Researchers investigating a strange "goo" discovered when maintaining a ship in Cleveland have discovered an entirely new lifeform.

Last September, the research vessel Blue Heron – the largest US academic research fleet vessel on the Great Lakes – was brought out of Lake Erie and into the Great Lakes Shipyard to fix a noisy propeller shaft. During maintenance, a strange goo was found oozing out of the ship's rudder shaft. 

Large Lakes Observatory (LLO) Marine Superintendent Doug Ricketts contacted researchers at the University of Minnesota Duluth, asking them to investigate. While he and the researchers were not expecting to find much of interest, to their surprise, the goo contained life; microbes thriving in the semi-warm, oxygen-less environment.

"The biggest surprise was that the ship goo had life in it at all," biologist and lead researcher Cody Sheik explained in a statement. "We thought we'd find nothing.

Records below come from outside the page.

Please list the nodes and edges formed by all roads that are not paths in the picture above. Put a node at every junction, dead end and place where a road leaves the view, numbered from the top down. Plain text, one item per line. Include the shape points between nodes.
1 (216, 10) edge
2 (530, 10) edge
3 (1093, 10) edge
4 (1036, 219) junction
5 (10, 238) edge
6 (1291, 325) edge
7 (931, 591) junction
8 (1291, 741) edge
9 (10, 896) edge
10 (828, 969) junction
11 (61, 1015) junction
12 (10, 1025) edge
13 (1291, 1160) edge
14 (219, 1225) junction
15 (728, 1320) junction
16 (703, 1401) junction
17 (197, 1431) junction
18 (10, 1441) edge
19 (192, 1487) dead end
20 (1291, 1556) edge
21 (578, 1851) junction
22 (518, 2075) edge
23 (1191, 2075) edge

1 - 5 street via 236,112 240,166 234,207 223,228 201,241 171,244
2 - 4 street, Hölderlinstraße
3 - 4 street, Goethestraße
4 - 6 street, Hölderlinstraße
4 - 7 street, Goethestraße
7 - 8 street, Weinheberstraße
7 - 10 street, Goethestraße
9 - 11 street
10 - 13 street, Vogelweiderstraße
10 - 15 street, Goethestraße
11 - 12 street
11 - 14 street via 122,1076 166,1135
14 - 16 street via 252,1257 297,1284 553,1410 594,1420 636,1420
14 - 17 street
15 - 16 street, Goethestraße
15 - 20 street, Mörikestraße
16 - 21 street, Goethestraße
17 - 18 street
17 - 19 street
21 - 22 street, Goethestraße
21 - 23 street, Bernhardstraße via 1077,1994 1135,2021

But surprisingly, we found DNA and it wasn’t too destroyed, nor was the biomass too low."

Sequencing the DNA and comparing it to global databases, the team found that the goo contained a species unknown to science, which they have dubbed "ShipGoo001". 

"It's fun science," Sheik added. "By calling it ship goo for now, it brings some joy to our science. We can find novelty wherever we look."

A greasy pole on a ship.

Where the new microbes were found.

Image courtesy of University of Minnesota Duluth

ShipGoo001 comes with a few mysteries attached. For one, the microbes appear to thrive in environments with no oxygen, and in the unique ecological niche created by the ship's grease. Yet the ship traveled through oxygenated waters, and during a previous repair in 2021, no goo was observed either.

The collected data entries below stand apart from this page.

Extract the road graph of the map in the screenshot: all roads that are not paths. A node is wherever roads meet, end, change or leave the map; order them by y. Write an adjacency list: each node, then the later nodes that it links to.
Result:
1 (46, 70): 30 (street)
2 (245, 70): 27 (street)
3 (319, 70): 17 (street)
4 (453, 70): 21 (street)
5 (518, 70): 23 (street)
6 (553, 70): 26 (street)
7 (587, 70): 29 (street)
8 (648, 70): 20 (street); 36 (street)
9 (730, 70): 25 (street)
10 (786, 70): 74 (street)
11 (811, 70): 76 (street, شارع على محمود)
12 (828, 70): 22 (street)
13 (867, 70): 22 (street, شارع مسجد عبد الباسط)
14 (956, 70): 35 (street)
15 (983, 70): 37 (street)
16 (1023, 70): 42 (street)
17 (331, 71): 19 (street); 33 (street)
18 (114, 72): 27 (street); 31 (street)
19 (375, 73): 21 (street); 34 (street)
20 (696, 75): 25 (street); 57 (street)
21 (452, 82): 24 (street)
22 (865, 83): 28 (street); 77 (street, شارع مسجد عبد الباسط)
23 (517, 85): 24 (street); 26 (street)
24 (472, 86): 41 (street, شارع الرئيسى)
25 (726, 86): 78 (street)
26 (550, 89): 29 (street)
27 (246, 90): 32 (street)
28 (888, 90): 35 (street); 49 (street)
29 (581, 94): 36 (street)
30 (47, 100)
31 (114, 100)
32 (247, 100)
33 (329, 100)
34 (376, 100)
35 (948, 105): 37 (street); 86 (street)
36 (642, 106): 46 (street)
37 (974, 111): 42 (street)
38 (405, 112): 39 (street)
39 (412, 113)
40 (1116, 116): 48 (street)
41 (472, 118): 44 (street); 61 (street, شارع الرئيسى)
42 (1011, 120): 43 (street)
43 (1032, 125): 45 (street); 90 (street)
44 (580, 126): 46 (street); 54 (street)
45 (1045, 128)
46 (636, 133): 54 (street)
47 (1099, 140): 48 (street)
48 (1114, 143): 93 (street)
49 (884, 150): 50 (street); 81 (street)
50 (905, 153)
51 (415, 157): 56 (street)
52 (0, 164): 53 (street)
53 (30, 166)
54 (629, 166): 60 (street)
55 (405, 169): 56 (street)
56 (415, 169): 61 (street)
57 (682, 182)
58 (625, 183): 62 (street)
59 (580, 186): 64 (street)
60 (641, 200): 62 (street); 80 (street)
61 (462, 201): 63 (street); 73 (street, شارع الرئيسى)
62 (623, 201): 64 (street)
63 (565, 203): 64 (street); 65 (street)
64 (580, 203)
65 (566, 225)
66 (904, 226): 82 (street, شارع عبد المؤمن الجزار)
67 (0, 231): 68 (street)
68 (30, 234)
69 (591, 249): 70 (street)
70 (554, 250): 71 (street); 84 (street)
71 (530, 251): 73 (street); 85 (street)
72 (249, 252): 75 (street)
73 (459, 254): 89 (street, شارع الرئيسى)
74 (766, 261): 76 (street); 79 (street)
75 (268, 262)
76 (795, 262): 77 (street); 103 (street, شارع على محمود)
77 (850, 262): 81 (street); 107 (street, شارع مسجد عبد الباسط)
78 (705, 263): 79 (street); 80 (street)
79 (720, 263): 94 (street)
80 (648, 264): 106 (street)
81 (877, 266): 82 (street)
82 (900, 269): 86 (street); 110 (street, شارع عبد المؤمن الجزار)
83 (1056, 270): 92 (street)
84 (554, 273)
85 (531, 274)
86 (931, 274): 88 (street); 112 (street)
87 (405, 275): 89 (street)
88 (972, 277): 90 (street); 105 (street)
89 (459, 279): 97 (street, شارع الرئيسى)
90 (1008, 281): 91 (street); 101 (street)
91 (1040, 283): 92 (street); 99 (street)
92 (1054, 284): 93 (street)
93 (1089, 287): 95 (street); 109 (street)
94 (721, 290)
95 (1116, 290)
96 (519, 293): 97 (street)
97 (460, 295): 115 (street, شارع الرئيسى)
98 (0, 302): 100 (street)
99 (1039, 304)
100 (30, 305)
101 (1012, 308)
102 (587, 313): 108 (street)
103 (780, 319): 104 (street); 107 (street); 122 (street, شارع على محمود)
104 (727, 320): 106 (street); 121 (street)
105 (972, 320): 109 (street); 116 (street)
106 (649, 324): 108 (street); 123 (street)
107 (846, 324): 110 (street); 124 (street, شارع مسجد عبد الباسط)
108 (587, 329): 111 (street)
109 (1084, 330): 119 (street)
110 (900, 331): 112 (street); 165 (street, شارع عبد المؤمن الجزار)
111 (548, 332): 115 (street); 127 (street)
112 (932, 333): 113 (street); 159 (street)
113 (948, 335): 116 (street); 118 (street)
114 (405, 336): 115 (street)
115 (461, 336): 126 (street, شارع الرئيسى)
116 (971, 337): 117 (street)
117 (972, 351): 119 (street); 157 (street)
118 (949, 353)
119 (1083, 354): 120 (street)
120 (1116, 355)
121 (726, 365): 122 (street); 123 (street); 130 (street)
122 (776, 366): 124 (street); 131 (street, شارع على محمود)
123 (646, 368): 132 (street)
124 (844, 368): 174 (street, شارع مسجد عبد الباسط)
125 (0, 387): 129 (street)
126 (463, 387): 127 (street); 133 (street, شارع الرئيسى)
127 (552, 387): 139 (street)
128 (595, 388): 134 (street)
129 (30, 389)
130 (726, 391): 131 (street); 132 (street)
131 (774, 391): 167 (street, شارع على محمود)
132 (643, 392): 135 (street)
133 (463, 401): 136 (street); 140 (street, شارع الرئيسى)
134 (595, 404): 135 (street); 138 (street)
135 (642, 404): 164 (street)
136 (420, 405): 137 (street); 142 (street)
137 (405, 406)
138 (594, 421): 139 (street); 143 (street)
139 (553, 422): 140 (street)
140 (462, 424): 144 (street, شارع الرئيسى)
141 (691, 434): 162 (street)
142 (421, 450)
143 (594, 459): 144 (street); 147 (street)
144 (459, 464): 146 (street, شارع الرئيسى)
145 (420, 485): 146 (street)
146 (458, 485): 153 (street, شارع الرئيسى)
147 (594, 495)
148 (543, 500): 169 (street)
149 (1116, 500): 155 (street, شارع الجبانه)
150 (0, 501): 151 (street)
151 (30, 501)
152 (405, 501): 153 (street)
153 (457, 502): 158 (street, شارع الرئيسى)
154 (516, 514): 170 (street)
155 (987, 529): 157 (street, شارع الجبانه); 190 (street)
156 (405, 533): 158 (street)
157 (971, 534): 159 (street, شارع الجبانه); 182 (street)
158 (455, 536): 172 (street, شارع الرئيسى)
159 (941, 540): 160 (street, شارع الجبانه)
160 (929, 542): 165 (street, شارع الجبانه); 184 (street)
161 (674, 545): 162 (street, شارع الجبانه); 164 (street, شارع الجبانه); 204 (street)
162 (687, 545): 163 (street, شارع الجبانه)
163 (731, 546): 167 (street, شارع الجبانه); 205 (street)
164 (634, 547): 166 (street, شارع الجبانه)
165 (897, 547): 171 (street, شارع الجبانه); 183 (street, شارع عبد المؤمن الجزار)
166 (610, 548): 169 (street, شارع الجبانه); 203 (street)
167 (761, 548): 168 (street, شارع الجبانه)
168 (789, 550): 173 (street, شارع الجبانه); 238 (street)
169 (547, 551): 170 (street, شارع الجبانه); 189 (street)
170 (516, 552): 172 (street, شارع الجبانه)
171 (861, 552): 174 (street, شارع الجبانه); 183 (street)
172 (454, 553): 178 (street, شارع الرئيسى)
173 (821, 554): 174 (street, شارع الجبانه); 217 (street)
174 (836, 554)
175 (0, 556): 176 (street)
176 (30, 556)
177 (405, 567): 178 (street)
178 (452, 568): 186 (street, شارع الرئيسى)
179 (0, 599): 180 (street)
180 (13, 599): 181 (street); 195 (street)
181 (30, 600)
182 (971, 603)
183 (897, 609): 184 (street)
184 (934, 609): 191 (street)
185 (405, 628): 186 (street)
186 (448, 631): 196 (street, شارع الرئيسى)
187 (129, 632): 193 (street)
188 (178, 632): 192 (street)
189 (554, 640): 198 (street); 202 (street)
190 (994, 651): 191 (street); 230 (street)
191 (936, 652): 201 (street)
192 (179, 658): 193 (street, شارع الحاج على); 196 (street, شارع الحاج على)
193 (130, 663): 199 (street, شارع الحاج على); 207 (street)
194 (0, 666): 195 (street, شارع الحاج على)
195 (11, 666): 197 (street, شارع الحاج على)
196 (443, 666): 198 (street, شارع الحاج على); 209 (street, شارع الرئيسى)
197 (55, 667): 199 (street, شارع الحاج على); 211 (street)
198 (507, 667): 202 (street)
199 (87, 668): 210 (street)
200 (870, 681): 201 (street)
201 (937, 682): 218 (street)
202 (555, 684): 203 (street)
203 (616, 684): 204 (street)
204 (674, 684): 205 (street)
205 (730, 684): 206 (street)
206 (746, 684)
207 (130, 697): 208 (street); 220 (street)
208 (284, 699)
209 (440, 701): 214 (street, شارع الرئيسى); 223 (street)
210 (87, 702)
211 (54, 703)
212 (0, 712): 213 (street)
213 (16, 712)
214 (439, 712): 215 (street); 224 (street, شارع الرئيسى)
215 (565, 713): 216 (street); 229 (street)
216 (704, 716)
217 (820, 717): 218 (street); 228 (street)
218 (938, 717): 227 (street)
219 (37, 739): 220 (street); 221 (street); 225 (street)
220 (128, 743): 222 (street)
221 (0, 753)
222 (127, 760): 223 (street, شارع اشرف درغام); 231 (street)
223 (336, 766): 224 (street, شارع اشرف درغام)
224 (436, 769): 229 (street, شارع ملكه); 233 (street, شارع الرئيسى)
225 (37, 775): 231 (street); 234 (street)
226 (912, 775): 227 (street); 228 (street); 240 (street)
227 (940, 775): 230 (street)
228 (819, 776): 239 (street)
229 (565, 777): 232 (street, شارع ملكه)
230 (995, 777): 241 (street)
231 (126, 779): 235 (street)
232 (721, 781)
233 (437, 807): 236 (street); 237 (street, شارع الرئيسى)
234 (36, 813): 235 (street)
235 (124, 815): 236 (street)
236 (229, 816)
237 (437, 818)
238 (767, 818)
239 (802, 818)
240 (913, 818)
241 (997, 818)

Though a newly discovered lifeform, it is similar to other microbes previously discovered in petroleum wells and tar pits around the world, and is thought to be a single-cell organism. Sheik suspects that the lifeform remained dormant in the rudder oil before growing later when the conditions were right, and that the organism may even contribute to erosion of the metal rudder shaft.

As yet, we don't know much more than that, though the team will continue to investigate the organism and its metabolic processes, and make the genome publicly available and publish their findings in due course. The fact that life was found while analyzing the ship's goo, however, implies that it might be worth investigating other objects (or other research vessels) we come across every day.

"Scientists don’t often have time to be playful – we're focused and have projects to complete," Sheik added. "Time and resources for exploratory work can be daunting. But this shows why it matters."